-------- THE INPUT --------
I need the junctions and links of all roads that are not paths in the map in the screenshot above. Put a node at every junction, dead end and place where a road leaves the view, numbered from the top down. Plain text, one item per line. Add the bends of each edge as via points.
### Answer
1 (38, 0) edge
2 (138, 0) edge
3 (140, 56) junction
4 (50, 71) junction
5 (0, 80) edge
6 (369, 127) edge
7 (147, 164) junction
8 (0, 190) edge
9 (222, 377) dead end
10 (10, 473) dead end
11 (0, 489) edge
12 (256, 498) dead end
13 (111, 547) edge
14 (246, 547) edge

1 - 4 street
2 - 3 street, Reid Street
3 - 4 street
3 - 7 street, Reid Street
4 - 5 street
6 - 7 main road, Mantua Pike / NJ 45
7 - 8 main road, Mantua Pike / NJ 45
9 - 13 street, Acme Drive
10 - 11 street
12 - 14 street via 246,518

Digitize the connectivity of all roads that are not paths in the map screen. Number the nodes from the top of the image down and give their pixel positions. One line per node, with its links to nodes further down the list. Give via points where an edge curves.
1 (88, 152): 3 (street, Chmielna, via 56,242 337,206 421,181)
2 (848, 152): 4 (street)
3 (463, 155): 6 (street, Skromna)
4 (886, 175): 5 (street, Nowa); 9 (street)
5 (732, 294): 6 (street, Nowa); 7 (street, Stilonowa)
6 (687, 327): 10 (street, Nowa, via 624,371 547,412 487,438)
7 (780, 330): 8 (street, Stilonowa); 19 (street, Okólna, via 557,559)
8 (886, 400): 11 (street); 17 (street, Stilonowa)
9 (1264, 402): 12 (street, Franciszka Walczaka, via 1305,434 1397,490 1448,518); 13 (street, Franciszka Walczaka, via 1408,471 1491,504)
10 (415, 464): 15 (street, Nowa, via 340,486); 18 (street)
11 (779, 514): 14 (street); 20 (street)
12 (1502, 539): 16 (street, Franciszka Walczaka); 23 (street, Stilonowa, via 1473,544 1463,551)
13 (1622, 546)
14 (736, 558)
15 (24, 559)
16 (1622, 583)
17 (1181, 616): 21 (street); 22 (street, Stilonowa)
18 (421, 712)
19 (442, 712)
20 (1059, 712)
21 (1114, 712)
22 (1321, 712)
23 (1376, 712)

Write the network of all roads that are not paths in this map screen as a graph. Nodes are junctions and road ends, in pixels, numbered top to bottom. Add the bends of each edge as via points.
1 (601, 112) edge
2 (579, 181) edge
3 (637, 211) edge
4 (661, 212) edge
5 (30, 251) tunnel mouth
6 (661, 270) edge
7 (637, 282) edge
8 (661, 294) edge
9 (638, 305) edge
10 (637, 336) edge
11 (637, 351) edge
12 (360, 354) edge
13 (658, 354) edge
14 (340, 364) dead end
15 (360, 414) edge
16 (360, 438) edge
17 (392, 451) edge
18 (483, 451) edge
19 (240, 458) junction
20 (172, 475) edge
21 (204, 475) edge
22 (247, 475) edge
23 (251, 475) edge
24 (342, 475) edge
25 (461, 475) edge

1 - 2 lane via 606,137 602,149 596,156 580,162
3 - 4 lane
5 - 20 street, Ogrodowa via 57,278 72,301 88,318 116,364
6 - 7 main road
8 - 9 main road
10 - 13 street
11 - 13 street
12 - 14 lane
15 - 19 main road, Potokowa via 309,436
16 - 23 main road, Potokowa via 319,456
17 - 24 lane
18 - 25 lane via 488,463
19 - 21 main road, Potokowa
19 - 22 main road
--------
-------- THE INPUT --------
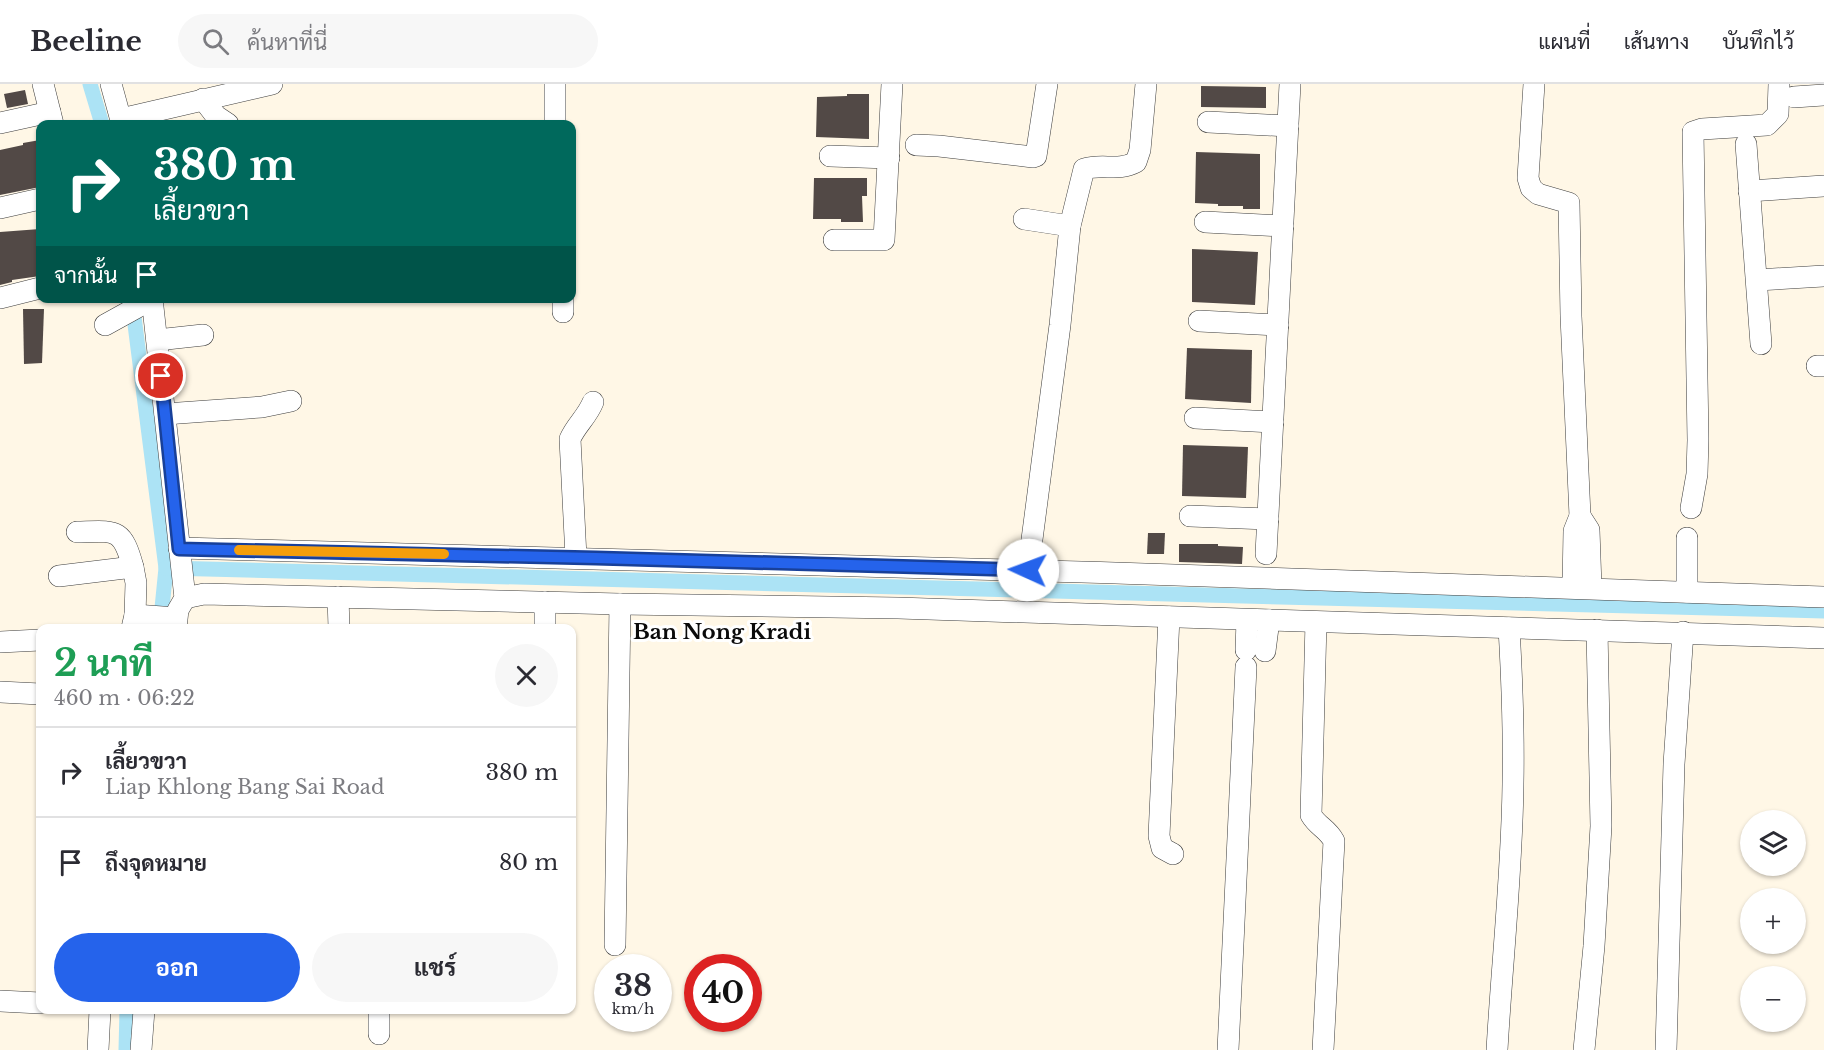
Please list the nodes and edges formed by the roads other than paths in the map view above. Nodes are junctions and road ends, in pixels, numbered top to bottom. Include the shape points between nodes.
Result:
--------
» **EXERCISE AIM**
Check each line of the material for the word "above", then say how many have it. Give the number only.

» **THE COMPLETED TASK**
2